These few hours of pure honesty…
My mother, Enee, and I hosted a Death Dinner at the beginning of this year at her studio in St. Petersburg, Florida. As it was during my winter break from college in Massachusetts, most of the guests were my mother’s colleagues or family friends. Still, they were handpicked and chosen for their potential adaptability to this unique assemblage. It turns out that everyone who attended had a breathtaking story to tell that conveyed their strength as survivors and gratitude for deceased loved ones.
The struggle, or the “deathing” process, was the primary focus of much of the dinner conversation. One guest brought a new friend to us, someone who had acted as the death doula to her deceased partner. The idea of a death doula was new and intriguing to me, as I had been working with birth doulas at the time. Another guest shared comical stories about caretaking for her ill mother, who has since passed. Intermingled between Paul Williams excerpts and May Sarton quotes, grief also became an inevitable topic. Bellies warm with soup and wine, we shared grieving strategies, from journal entries to books and music that have helped us through the illnesses and passing of loved ones.
These few hours of pure honesty and earnest interest were invaluable to my mom and I. The Death Over Dinner template gave us structure that allowed a perfect amount of creativity for us as hosts to contribute our own flavor to the meal. Moreover, it initiated me into a group of wise mentors willing to talk about the tough stuff.

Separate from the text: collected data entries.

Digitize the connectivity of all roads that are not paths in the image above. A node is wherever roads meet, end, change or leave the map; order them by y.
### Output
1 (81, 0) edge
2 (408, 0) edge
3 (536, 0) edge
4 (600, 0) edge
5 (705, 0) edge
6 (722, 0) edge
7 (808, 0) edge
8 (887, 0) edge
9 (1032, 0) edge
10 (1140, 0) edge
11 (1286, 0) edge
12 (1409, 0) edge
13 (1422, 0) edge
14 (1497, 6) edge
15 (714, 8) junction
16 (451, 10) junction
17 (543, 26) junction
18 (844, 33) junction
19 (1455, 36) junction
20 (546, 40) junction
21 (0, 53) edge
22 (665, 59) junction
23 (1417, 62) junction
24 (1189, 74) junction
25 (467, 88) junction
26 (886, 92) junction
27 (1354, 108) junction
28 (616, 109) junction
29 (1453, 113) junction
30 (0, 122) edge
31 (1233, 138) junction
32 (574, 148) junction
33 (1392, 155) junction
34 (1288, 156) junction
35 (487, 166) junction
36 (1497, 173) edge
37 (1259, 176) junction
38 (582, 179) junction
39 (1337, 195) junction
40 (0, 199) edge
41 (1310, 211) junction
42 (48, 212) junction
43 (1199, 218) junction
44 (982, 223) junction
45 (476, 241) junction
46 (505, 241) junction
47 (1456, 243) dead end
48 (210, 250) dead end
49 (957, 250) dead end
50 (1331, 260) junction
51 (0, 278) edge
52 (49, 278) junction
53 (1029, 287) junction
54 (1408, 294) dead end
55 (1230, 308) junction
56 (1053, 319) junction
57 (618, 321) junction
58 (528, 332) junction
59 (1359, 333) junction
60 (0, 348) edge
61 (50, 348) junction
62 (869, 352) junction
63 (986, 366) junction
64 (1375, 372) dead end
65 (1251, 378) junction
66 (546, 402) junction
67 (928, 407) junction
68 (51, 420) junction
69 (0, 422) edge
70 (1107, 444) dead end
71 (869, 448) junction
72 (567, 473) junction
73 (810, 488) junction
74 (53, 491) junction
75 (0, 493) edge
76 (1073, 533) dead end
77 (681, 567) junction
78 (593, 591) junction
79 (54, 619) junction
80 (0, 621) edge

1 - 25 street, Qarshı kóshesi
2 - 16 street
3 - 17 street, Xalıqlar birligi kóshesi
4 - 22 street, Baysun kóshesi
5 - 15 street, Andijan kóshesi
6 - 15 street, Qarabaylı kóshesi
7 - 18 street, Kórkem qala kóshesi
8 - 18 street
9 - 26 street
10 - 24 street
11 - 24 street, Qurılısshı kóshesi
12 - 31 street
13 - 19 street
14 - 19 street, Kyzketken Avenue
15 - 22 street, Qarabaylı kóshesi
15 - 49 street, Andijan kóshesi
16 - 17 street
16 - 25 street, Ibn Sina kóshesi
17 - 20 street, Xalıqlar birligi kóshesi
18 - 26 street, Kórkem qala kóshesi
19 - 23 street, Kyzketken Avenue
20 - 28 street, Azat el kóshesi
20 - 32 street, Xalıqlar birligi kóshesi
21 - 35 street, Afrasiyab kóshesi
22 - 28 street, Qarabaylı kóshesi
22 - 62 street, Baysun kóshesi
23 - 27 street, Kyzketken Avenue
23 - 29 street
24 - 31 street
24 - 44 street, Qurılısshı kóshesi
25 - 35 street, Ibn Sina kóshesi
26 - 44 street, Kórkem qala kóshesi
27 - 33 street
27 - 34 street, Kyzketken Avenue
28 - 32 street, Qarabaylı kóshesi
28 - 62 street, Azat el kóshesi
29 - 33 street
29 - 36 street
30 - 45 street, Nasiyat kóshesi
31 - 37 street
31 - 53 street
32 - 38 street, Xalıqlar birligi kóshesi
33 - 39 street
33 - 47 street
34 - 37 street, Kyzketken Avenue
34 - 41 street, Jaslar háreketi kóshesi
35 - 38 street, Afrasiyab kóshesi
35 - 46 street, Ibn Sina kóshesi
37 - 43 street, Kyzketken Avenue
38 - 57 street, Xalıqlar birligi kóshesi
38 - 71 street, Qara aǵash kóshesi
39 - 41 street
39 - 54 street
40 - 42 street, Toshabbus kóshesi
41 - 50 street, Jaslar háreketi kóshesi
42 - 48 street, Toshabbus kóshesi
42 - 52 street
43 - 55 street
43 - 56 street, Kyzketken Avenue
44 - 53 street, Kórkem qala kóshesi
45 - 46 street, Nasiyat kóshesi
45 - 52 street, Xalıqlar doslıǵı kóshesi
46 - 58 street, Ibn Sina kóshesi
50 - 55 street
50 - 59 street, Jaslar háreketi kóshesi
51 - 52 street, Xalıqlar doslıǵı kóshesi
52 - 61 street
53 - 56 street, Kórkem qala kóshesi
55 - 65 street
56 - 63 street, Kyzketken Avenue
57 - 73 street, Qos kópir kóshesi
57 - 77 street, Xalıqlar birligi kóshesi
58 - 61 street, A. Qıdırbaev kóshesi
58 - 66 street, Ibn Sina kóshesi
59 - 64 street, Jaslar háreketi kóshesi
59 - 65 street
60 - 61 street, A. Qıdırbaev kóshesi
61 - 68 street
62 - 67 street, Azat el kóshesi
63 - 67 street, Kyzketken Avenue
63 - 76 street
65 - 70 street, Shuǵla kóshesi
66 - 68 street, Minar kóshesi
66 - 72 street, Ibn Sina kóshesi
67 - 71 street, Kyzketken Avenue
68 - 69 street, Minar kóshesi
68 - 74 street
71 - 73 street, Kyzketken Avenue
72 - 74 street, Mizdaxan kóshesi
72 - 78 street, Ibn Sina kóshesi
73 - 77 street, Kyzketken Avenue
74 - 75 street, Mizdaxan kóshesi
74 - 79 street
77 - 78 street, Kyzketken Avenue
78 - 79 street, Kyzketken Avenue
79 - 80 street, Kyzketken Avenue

Since the dinner, my mother has opened up her studio as a collective healing space for those looking for refuge through yoga, natural medicine, and music. Following the dinner, I attended Death Café Boston with complete strangers and presented at the Tufts University annual Anthropology symposium about ways “the conversation” is being avoided. Since graduating, I enrolled in an MFA program in the Netherlands that will allow me to focus on inspiring necessary conversations about illness, health care, and death through design. I am so grateful to the Let’s Have Dinner and Talk About Death campaign, and I speak for my mother when I say that it has changed our lives, and the lives of our dear friends. It has given us a gift, a joint passion.